Op zichzelf was het slotitem van De wereld draait door van 20 maart jl. niet heel opmerkelijk. Aanleiding voor de ‘DWDD hiphop-pitch’ was het besluit van de bibliotheek van Harvard Unversity om op haar muziekafdeling, die van elk ander genre al een rijke collectie bezat, eindelijk ook de tweehonderd invloedrijkste hiphopalbums te gaan archiveren. Zes Nederlandse rappers bepleitten in één minuut welke plaat beslist niet mocht ontbreken. De toon van de resultaten hield het midden tussen ‘ik houd mijn spreekbeurt over’ en ‘je-weet-toch?’ (‘Dr. Dre is de Beethoven van de hiphop. Sowieso.’)
Tot zover, tot morgen, ben je geneigd te denken.
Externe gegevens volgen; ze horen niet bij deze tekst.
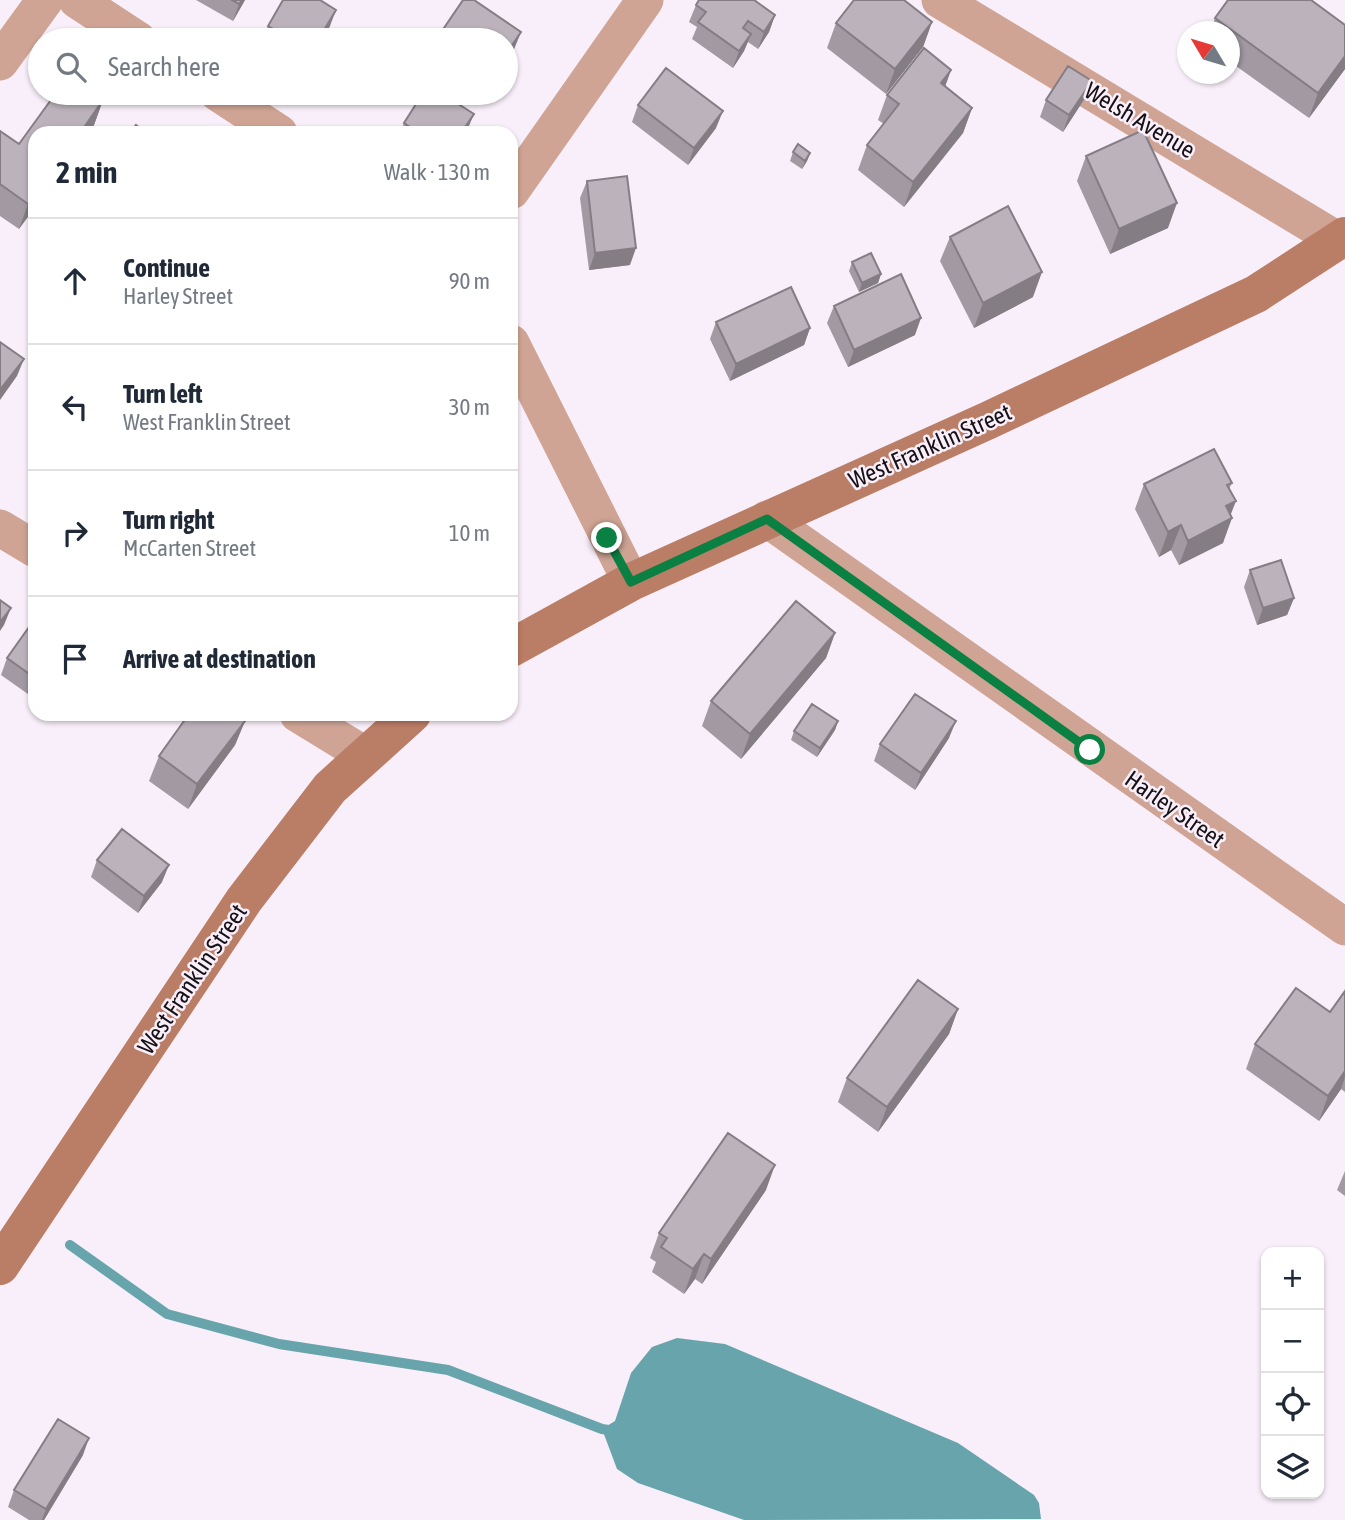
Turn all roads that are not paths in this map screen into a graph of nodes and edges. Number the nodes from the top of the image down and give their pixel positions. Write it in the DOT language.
graph roads {
  1 [pos="45,0"];
  2 [pos="77,0"];
  3 [pos="645,0"];
  4 [pos="940,0"];
  5 [pos="120,28"];
  6 [pos="0,62"];
  7 [pos="236,105"];
  8 [pos="268,126"];
  9 [pos="518,181"];
  10 [pos="1342,238"];
  11 [pos="518,356"];
  12 [pos="767,519"];
  13 [pos="0,528"];
  14 [pos="28,545"];
  15 [pos="631,582"];
  16 [pos="518,644"];
  17 [pos="309,721"];
  18 [pos="404,721"];
  19 [pos="365,755"];
  20 [pos="1345,927"];
  21 [pos="0,1266"];
  1 -- 6 [label="street"];
  2 -- 5 [label="street"];
  3 -- 9 [label="street"];
  4 -- 10 [label="street, Welsh Avenue"];
  7 -- 8 [label="street"];
  10 -- 12 [label="main road, West Franklin Street"];
  11 -- 15 [label="street"];
  12 -- 15 [label="main road, West Franklin Street"];
  12 -- 20 [label="street, Harley Street"];
  13 -- 14 [label="street"];
  15 -- 16 [label="main road, West Franklin Street"];
  17 -- 19 [label="street"];
  18 -- 19 [label="main road, West Franklin Street"];
  19 -- 21 [label="main road, West Franklin Street"];
}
Maar in verband met de deze week verschenen bundel Plaatsvervangers is het wél aardig de aanloop terug te zien.
‘Was jij ook niet een beetje gek op hiphopmuziek?’ vroeg Matthijs van Nieuwkerk aan Adriaan van Dis, die prompt antwoordde: ‘Ik lees de artikelen van Thomas Heerma van Voss in De Correspondent. Hartstikke goed schrijft die over hiphop. Als hij zegt “Master P”, met wie hij een geweldig interview heeft gehad, dan ga ik op YouTube op zoek naar Master P. Vind ik leuk. Een gewéldige boef.’
Het moet een moment van stille triomf zijn geweest.